• Assignment:
Where a line in the listing contains the string "strong", copy that line out.
Exercise materials Block Start
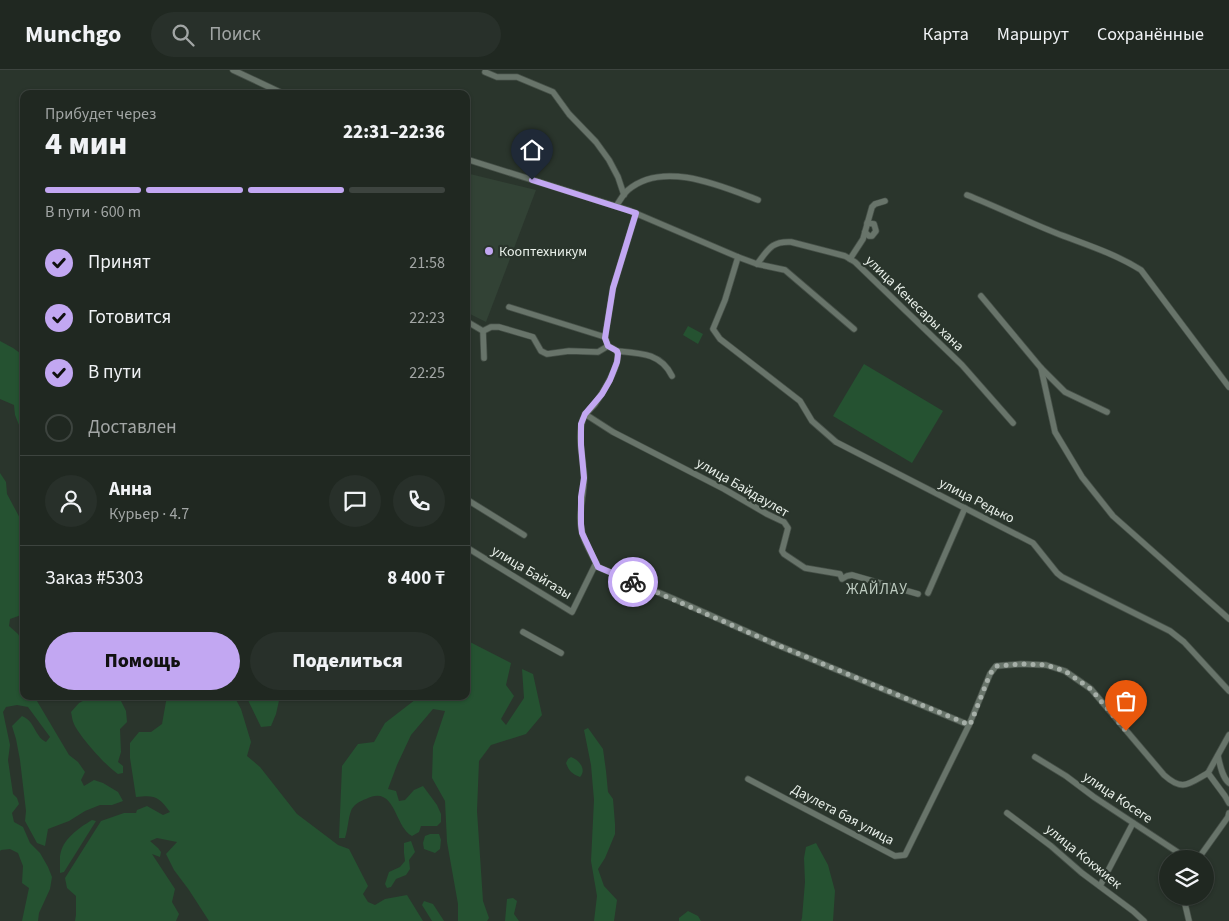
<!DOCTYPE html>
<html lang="ru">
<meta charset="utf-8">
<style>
body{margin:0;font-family:"Source Sans 3",sans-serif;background:#28302a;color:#f1f3f6;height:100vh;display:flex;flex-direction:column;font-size:19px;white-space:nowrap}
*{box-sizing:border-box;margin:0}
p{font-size:16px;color:#a2a6a5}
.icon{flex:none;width:28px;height:28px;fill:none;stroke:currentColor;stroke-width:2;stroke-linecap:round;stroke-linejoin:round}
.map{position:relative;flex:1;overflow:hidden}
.panel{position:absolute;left:20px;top:20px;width:450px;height:610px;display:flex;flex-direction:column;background:#202821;border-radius:10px;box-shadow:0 1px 4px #0004,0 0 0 1px #3d443f}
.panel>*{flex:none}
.buttons{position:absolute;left:1159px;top:780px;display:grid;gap:10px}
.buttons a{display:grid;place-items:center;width:55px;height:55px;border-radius:50%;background:#202821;box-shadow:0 1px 4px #0004,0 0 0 1px #3d443f;font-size:25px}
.pin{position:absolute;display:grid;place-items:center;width:42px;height:42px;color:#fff;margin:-51px -21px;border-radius:50% 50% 50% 0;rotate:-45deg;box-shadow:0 0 5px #0007}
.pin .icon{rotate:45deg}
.courier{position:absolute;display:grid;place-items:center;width:50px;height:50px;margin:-25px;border:4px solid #c2a7f2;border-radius:50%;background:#fff;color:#222;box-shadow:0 1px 6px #0007}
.summary em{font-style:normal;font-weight:800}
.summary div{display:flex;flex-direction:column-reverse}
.summary{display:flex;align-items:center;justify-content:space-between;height:85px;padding:0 25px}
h1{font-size:32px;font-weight:800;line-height:38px}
.bar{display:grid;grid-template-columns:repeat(4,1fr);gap:8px 5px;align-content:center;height:60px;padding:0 25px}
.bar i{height:6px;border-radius:4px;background:#3d443f}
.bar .on{background:#c2a7f2}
.bar p{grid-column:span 4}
.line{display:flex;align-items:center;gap:12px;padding:0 25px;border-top:1px solid #3d443f}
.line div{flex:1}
.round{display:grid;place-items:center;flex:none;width:52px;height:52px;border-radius:26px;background:#28302a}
ol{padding:0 25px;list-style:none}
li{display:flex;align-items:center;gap:15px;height:55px}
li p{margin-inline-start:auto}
li .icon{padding:5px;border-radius:50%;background:#c2a7f2;color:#111;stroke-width:4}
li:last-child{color:#a2a6a5}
li i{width:28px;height:28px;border:2px solid #3d443f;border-radius:50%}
.action{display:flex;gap:10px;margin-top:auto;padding:10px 25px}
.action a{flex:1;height:58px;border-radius:30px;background:#c2a7f2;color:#111;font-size:20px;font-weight:800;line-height:58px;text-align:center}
.action a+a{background:#28302a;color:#f1f3f6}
header{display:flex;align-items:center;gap:30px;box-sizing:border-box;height:70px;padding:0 25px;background:#202821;border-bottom:1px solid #3d443f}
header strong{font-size:24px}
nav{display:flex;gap:28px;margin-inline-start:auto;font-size:18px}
.search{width:350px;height:45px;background:#28302a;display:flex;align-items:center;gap:12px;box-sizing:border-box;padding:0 18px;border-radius:28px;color:#a2a6a5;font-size:19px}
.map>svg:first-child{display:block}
.built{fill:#324235}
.green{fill:#255231}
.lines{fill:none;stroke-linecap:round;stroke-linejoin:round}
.minor-casing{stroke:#465048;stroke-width:7}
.minor{stroke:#68746a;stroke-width:5.5}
.done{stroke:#a6afa8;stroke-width:5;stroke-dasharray:0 9}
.route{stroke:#c2a7f2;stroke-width:6}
.poi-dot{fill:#c2a7f2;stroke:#2a352c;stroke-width:2}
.labels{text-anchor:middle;stroke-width:4.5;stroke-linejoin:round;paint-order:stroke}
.poi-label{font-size:14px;fill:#e9f0ea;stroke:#2a352c;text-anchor:start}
.street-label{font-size:14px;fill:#e9f0ea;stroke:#2a352c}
.neighbourhood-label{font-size:15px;letter-spacing:1px;fill:#bdcbc0;stroke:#2a352c}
</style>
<header>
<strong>Munchgo</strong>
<div class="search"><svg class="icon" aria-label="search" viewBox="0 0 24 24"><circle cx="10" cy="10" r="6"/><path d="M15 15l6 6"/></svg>Поиск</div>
<nav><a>Карта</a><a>Маршрут</a><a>Сохранённые</a></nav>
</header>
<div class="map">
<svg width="1229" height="851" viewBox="0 0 1229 851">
<rect width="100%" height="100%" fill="#2a352c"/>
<!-- built -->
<path class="built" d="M466,103L536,120L486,252L466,242Z"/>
<!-- green -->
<g class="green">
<path d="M688,256L703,264L698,274L683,265Z"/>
<path d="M0,271L13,278L24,286V392L20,380L23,376L19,355L15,345L14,335L0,329Z"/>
<path d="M864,294L943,341L912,393L833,346Z"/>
<path d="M0,403L6,412L7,424L22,452V458L24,459V544L10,549L9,556L18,564L24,574V626H36L35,628L37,631L69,685L78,692L85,702L81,710L84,716L94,710L103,713L118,722L123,731L112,735H100L85,741L69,751L48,759L45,776L37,773L25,751L26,741L20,690L16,669L12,656L22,646C32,650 33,658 39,666C40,668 44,671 46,672L50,667L28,637L17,635L6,637L3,642L10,675L8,690L13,724L17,728L19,734L12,743L14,752L23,757L30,773L40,783L48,797L52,807L50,819L39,843L38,851H22L29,818L22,813L23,796L18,783L10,779L1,780L0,781Z"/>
<path d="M466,570L511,593L506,615L514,626L501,649L506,655L524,628L522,599L533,604L542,645L526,664L491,675L479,691L477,741L483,831L489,848L487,851H458V834L447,772L445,731L432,708L433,677L445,641L433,639L411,665L397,695L388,719L396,721L399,731L405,730L414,720L423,716L437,735L441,744V752L437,756H421L419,762L412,766C394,757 396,714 366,729C360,731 353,735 351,741C348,749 348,759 345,768H339L342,696L358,674L374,672L385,653L420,626H466Z"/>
<path d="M92,626H113L120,629L126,641L127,652L120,659L121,682L118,692L123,696V703L118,704C106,696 80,667 74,654C72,650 72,646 71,642L79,633Z"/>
<path d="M167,626H234L241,639L251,672L247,686L260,697L297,744L338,775L349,779L368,816L363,824L368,832L375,835L385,829L407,825L423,851H209L189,820L174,800L166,784L177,772L157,768L150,771L158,778L161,782L160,787L152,784L175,819L172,832L179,844L176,851H75L76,845V826L67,818L65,808L101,751L124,743H136L137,740L147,736L163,745L170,742C158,726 155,725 136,727L130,688V673L139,662H151L162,654Z"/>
<path d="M246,626H280L276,644L271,656L261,657Z"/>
<path d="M588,658L603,679L606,701L608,722L613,729L615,754V764L605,788L598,799L604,816L617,830L614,851H594L597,826L591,791L594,730L591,695L584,660Z"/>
<path d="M571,687C579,690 587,699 580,707C572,704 569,701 566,693L568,689Z"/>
<path d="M92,750L96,751L64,802L60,803C60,797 60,792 60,786C62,769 79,758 92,750Z"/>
<path d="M430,764H439L441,770L440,779L435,783L424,779L423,773L425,766Z"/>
<path d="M411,771L415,782L409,790L410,799L406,805L396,809L391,817L387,818L385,814L389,802L400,797L405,791L404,783V773Z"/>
<path d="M816,773L828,795L835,821L833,851H801L802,848L805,812L804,788L806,777Z"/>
<path d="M513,828L517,831L514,844L519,851H505L507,829Z"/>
<path d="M424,831L433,834L444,851H432L422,835Z"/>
<path d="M688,841L698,846L701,851H679V848Z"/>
</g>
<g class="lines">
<defs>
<g id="minor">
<path d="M233,0L284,24"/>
<path d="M485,2L497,7H517L553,22L569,44L596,72L609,90L618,107L624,125"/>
<path d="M466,89L628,140L738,187L757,194L785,200L854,259"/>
<path d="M967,125C997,137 1026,151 1056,163C1084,174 1114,183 1141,200L1229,317"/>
<path d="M616,136C620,131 623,124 628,120C663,90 721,116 758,130"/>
<path d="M636,143L613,218L605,267L608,276C611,278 616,279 617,282C622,293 601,325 595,334C591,339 586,342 583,349C577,366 583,387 584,405C585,424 577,443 582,462C585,474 593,486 598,497L674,529L775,574L969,655"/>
<path d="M865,162L869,166H872L876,161L874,154L867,153"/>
<path d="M738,187L725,230L713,259L720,269L800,331L812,351L836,372L1033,473L1057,503L1062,507L1170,561L1184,572L1229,621"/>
<path d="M850,189L863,169L872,137L875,134L885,131"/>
<path d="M757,194C768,180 771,171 791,172L845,186L855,192L962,295L1013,353"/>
<path d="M981,226L1041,298L1055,362L1082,407L1113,446L1229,549"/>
<path d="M509,237L605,267"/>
<path d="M466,251L483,261L484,288"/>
<path d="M483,261L491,257H499L533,267L541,281L547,284L569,281L598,282L608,276"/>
<path d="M617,281C640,283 661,283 672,306"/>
<path d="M1041,298L1065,322L1107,342"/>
<path d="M585,344L613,362L724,419L767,444L784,452L788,458L782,481L784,484L805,498L840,504L842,509L847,506L852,505L918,524"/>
<path d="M466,429L524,465"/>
<path d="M466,477L572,542L596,493"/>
<path d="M928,523L965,438"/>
<path d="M523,562L561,583"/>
<path d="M1218,686C1220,695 1222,707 1229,713"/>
<path d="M1035,687L1066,706L1094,727L1188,789"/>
<path d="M1208,703L1229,665"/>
<path d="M1208,703L1225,726L1229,733"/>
<path d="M748,709L895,786L905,785L969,655L990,604L996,596L1021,594L1046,595L1065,601L1091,619L1164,705C1183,722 1188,714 1208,703"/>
<path d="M1007,743L1051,776L1082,803L1133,841L1144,851"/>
<path d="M1198,789L1228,747L1229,743"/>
<path d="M1100,816L1133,753"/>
<path d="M1185,826V834L1189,851"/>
</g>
</defs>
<!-- minor casing -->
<use href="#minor" class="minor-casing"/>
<!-- minor -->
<use href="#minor" class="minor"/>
</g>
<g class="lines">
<!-- done -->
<path class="done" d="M633,512L775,574L970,655L990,604L996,596L1021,594L1046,595L1065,601L1091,619L1126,661"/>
<!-- route -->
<path class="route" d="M532,110L636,143L613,218L605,268L608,276L617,281L618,284L617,292L610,310L602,324L585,344L581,354V375L584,408L581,427V454L582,463L598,497L633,512"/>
</g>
<!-- markers -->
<circle class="poi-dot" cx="489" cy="181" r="5"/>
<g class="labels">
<!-- poi labels -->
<g class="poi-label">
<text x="499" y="186">Кооптехникум</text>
</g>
<!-- street labels -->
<g class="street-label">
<text transform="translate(915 233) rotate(44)" y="5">улица Кенесары хана</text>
<text transform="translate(743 417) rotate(30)" y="5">улица Байдаулет</text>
<text transform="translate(977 430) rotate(27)" y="5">улица Редько</text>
<text transform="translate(532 502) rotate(31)" y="5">улица Байгазы</text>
<text transform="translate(1118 727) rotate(34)" y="5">улица Косеге</text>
<text transform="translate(843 744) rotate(28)" y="5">Даулета бая улица</text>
<text transform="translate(1084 786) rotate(39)" y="5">улица Кокжиек</text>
</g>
<!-- neighbourhood labels -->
<g class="neighbourhood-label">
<text x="877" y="524">ЖАЙЛАУ</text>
</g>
</g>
</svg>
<div class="buttons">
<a><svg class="icon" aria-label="layers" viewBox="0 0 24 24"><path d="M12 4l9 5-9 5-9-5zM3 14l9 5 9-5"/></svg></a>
</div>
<div class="pin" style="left:1126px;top:661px;background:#ea580c"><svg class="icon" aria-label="bag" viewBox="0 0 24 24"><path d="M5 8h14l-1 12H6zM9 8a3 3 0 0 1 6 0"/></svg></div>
<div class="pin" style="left:532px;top:110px;background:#1f2937"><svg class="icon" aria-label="home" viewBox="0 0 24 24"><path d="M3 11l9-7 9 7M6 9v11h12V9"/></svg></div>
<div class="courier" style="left:633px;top:512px"><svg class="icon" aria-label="bike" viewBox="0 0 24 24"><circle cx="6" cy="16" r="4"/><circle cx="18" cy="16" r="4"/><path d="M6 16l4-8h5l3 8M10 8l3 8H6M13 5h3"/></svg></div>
<section class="panel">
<div class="summary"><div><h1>4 мин</h1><p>Прибудет через</p></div><em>22:31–22:36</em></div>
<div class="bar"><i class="on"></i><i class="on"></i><i class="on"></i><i></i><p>В пути · 600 m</p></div>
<ol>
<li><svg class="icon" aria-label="check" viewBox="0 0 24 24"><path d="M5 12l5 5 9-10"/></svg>Принят<p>21:58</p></li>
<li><svg class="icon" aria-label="check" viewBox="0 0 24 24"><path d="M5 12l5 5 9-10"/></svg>Готовится<p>22:23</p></li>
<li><svg class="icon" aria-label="check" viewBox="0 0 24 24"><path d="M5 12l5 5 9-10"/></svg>В пути<p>22:25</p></li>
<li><i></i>Доставлен</li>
</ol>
<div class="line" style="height:90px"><a class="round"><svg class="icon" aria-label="person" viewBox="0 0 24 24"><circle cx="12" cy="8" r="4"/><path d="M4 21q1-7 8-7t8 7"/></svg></a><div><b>Анна</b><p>Курьер · 4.7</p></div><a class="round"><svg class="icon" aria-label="chat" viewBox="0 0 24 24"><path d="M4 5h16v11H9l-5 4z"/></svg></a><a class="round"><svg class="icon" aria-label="phone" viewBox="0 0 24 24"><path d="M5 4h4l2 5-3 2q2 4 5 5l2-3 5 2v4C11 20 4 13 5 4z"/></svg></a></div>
<div class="line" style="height:65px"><div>Заказ #5303</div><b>8 400 ₸</b></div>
<div class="action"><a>Помощь</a><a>Поделиться</a></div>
</section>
</div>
Exercise materials Block End
• Exercise answer:
header strong{font-size:24px}
<strong>Munchgo</strong>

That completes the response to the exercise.